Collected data
· · · · · · ·

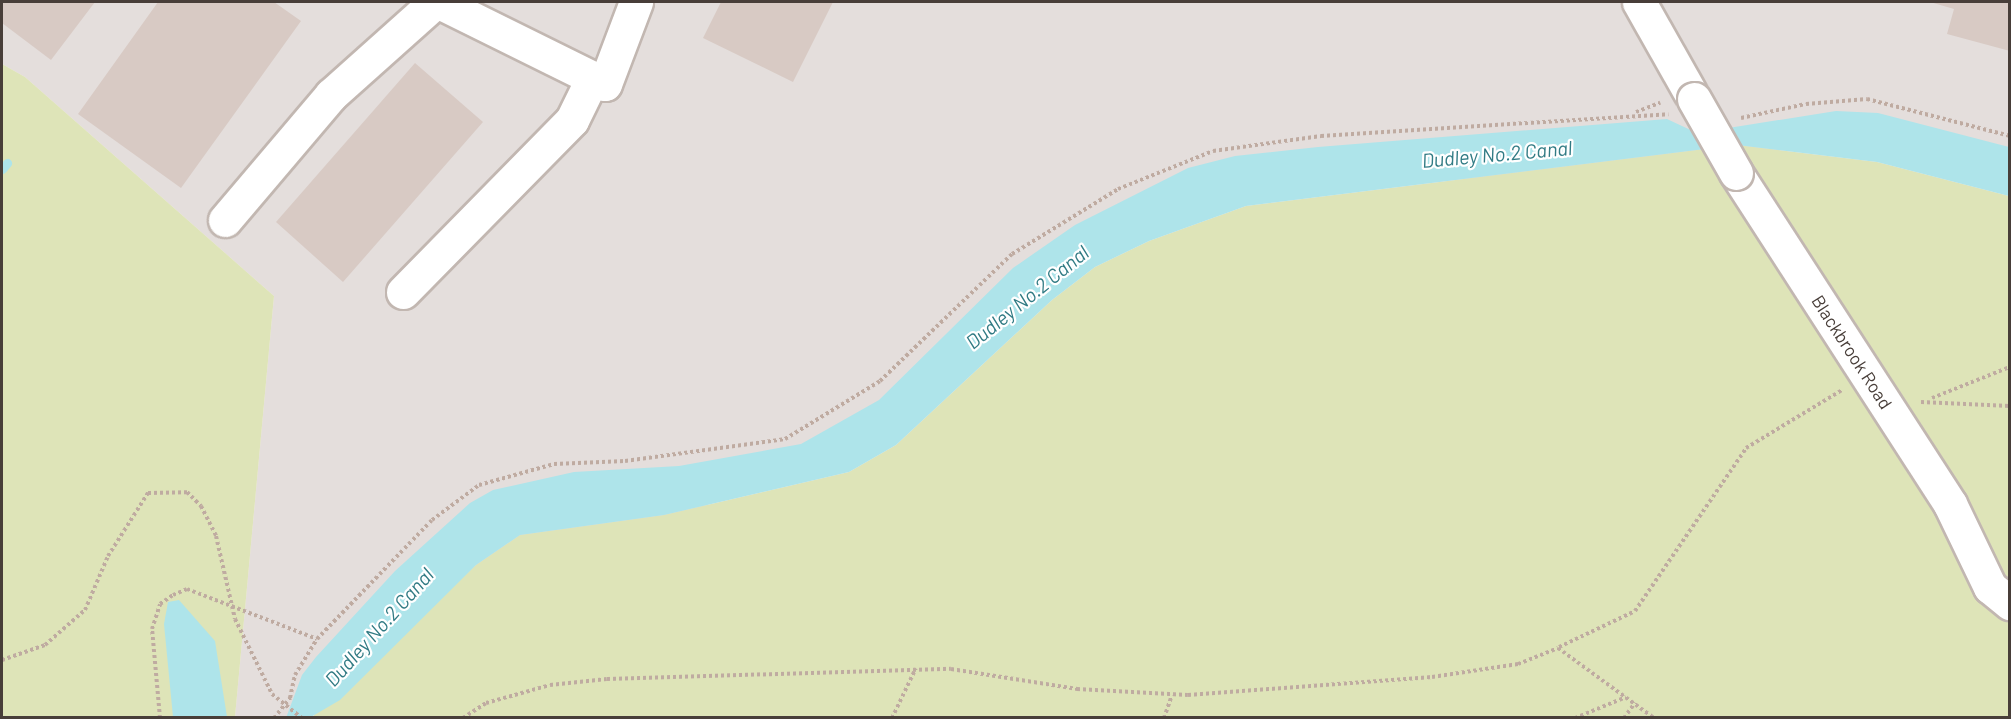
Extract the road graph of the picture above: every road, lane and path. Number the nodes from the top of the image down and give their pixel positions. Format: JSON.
{"nodes":[{"id":1,"x":435,"y":2,"type":"edge"},
{"id":2,"x":440,"y":2,"type":"edge"},
{"id":3,"x":636,"y":2,"type":"edge"},
{"id":4,"x":1639,"y":2,"type":"edge"},
{"id":5,"x":592,"y":79,"type":"junction"},
{"id":6,"x":1687,"y":103,"type":"junction"},
{"id":7,"x":1728,"y":121,"type":"dead end"},
{"id":8,"x":2010,"y":136,"type":"edge"},
{"id":9,"x":225,"y":220,"type":"dead end"},
{"id":10,"x":403,"y":292,"type":"dead end"},
{"id":11,"x":2010,"y":367,"type":"edge"},
{"id":12,"x":1868,"y":378,"type":"junction"},
{"id":13,"x":1928,"y":399,"type":"junction"},
{"id":14,"x":2010,"y":406,"type":"edge"},
{"id":15,"x":1892,"y":415,"type":"junction"},
{"id":16,"x":2010,"y":603,"type":"edge"},
{"id":17,"x":232,"y":606,"type":"junction"},
{"id":18,"x":317,"y":639,"type":"junction"},
{"id":19,"x":1558,"y":648,"type":"junction"},
{"id":20,"x":2,"y":660,"type":"edge"},
{"id":21,"x":916,"y":668,"type":"junction"},
{"id":22,"x":1172,"y":694,"type":"junction"},
{"id":23,"x":1626,"y":697,"type":"junction"},
{"id":24,"x":1635,"y":703,"type":"junction"},
{"id":25,"x":159,"y":717,"type":"edge"},
{"id":26,"x":274,"y":717,"type":"edge"},
{"id":27,"x":302,"y":717,"type":"edge"},
{"id":28,"x":463,"y":717,"type":"edge"},
{"id":29,"x":893,"y":717,"type":"edge"},
{"id":30,"x":1164,"y":717,"type":"edge"},
{"id":31,"x":1575,"y":717,"type":"edge"},
{"id":32,"x":1624,"y":717,"type":"edge"},
{"id":33,"x":1654,"y":717,"type":"edge"}],
"edges":[{"from":1,"to":9,"type":"street"},
{"from":2,"to":5,"type":"street"},
{"from":3,"to":5,"type":"street"},
{"from":4,"to":6,"type":"street","name":"Blackbrook Road"},
{"from":5,"to":10,"type":"street"},
{"from":6,"to":12,"type":"street","name":"Blackbrook Road","bridge":true},
{"from":6,"to":18,"type":"path"},
{"from":7,"to":8,"type":"path"},
{"from":11,"to":13,"type":"path"},
{"from":12,"to":15,"type":"street","name":"Blackbrook Road"},
{"from":12,"to":19,"type":"path"},
{"from":13,"to":14,"type":"path"},
{"from":13,"to":15,"type":"path"},
{"from":15,"to":16,"type":"street","name":"Blackbrook Road"},
{"from":17,"to":18,"type":"path"},
{"from":17,"to":20,"type":"path"},
{"from":17,"to":25,"type":"path"},
{"from":17,"to":27,"type":"path","bridge":true},
{"from":18,"to":26,"type":"path"},
{"from":19,"to":22,"type":"path"},
{"from":19,"to":23,"type":"path"},
{"from":21,"to":22,"type":"path"},
{"from":21,"to":28,"type":"path"},
{"from":21,"to":29,"type":"path"},
{"from":22,"to":30,"type":"path"},
{"from":23,"to":24,"type":"path"},
{"from":23,"to":31,"type":"path"},
{"from":24,"to":32,"type":"path"},
{"from":24,"to":33,"type":"path"}]}
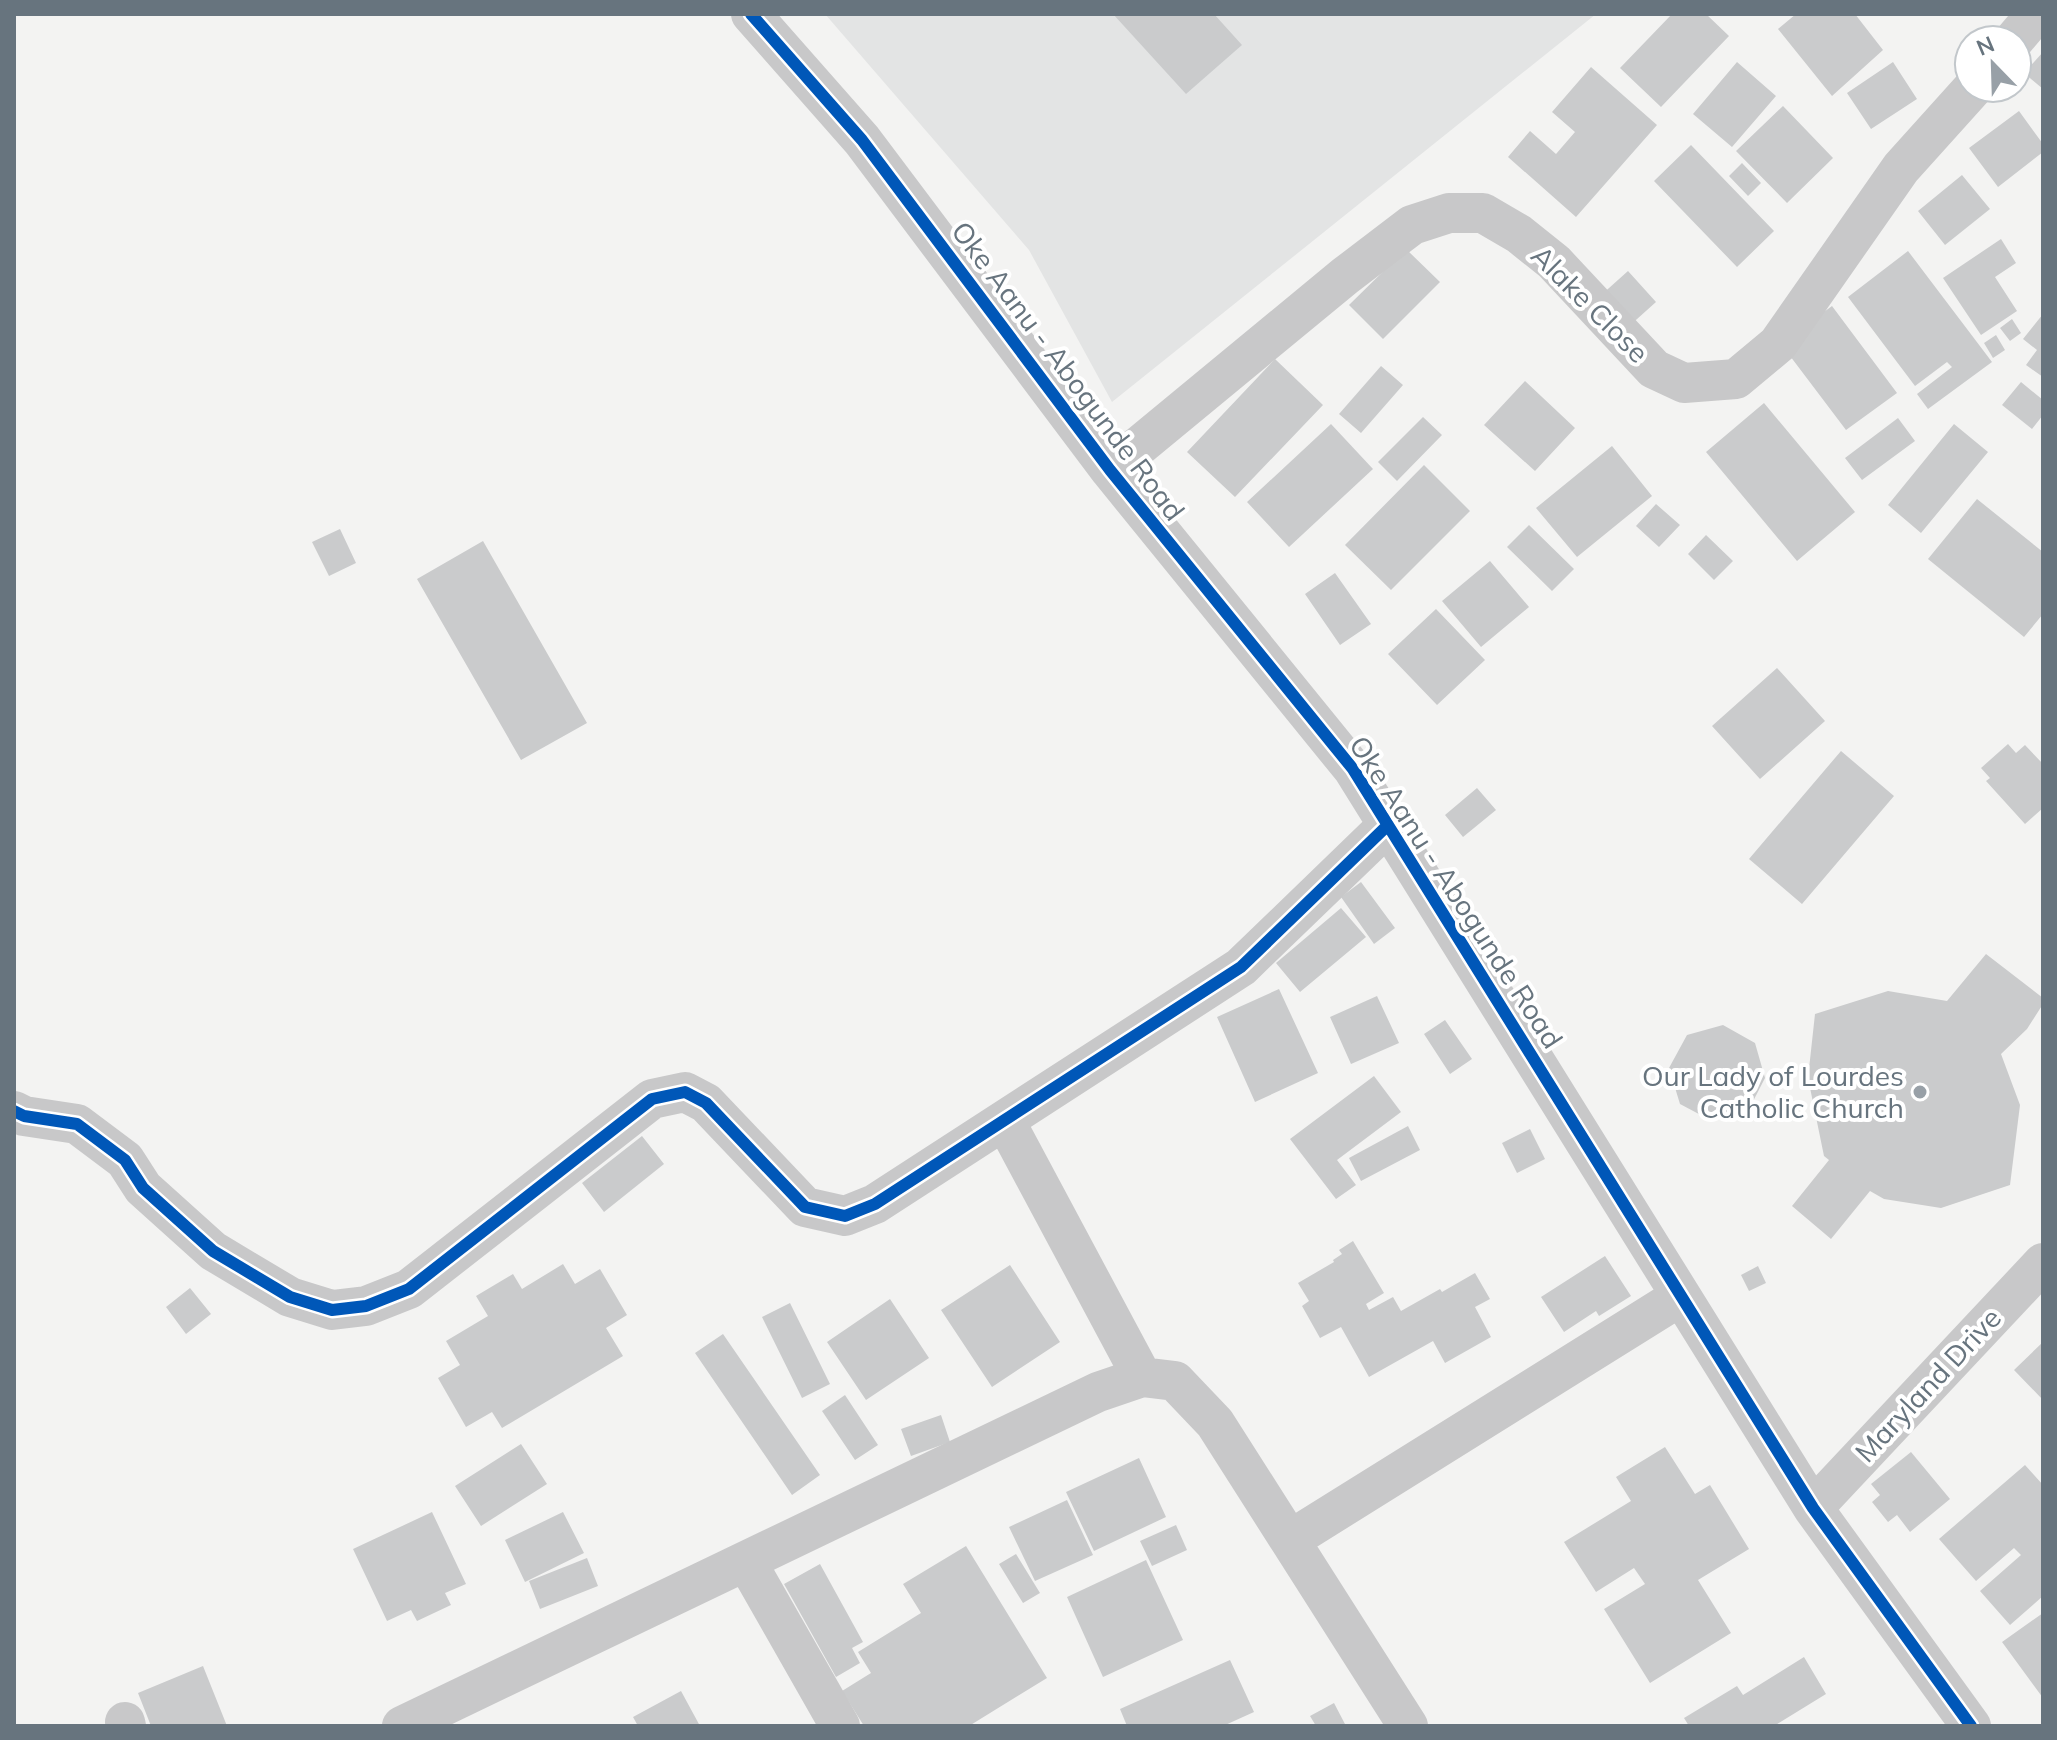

· · · · · · ·

Directions:
Whenever the word "nodes" appears in a line above, copy that line.

The completed task:
Extract the road graph of the picture above: every road, lane and path. Number the nodes from the top of the image down and give their pixel positions. Format: JSON.
{"nodes":[{"id":1,"x":435,"y":2,"type":"edge"},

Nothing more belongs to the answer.